■ Input records
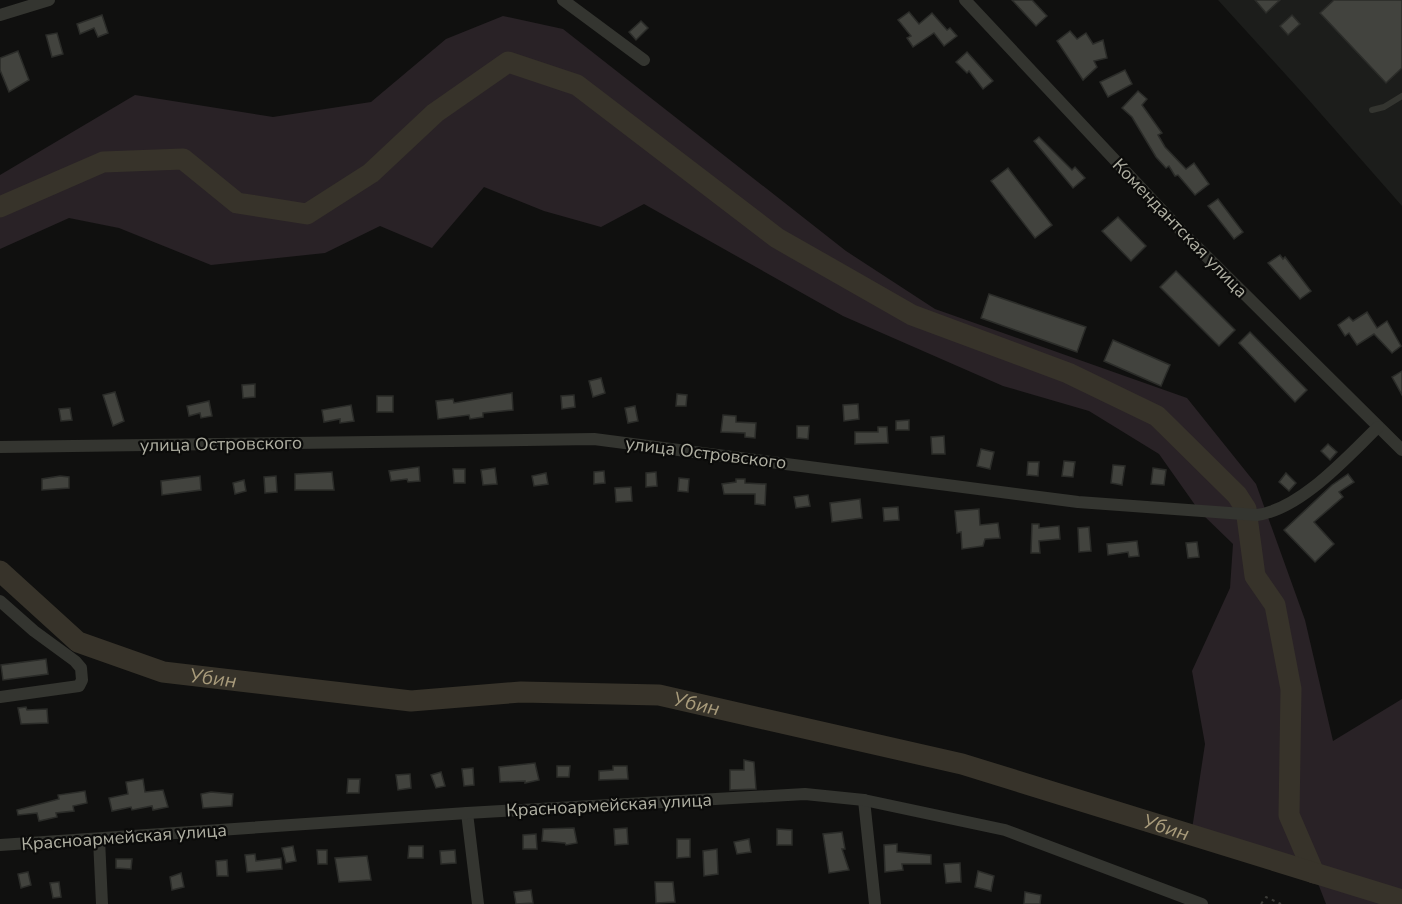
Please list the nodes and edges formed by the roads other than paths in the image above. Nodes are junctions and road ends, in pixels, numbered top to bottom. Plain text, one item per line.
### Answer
1 (49, 0) edge
2 (563, 0) edge
3 (965, 0) edge
4 (0, 15) edge
5 (644, 60) dead end
6 (1402, 96) edge
7 (1372, 110) dead end
8 (1378, 427) junction
9 (0, 447) edge
10 (1402, 450) edge
11 (0, 600) edge
12 (0, 698) edge
13 (864, 800) junction
14 (467, 813) junction
15 (99, 839) junction
16 (0, 845) edge
17 (102, 904) edge
18 (478, 904) edge
19 (875, 904) edge
20 (1202, 904) edge

1 - 4 street
2 - 5 street
3 - 8 street, Комендантская улица
6 - 7 lane
8 - 9 street, улица Островского
8 - 10 street, Комендантская улица
11 - 12 street
13 - 14 street, Красноармейская улица
13 - 19 street
13 - 20 street, Красноармейская улица
14 - 15 street, Красноармейская улица
14 - 18 street
15 - 16 street, Красноармейская улица
15 - 17 street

■ Task instructions
Everything in the entries above must be output again exactly, except the pictures.

■ Task result
Please list the nodes and edges formed by the roads other than paths in the image above. Nodes are junctions and road ends, in pixels, numbered top to bottom. Plain text, one item per line.
### Answer
1 (49, 0) edge
2 (563, 0) edge
3 (965, 0) edge
4 (0, 15) edge
5 (644, 60) dead end
6 (1402, 96) edge
7 (1372, 110) dead end
8 (1378, 427) junction
9 (0, 447) edge
10 (1402, 450) edge
11 (0, 600) edge
12 (0, 698) edge
13 (864, 800) junction
14 (467, 813) junction
15 (99, 839) junction
16 (0, 845) edge
17 (102, 904) edge
18 (478, 904) edge
19 (875, 904) edge
20 (1202, 904) edge

1 - 4 street
2 - 5 street
3 - 8 street, Комендантская улица
6 - 7 lane
8 - 9 street, улица Островского
8 - 10 street, Комендантская улица
11 - 12 street
13 - 14 street, Красноармейская улица
13 - 19 street
13 - 20 street, Красноармейская улица
14 - 15 street, Красноармейская улица
14 - 18 street
15 - 16 street, Красноармейская улица
15 - 17 street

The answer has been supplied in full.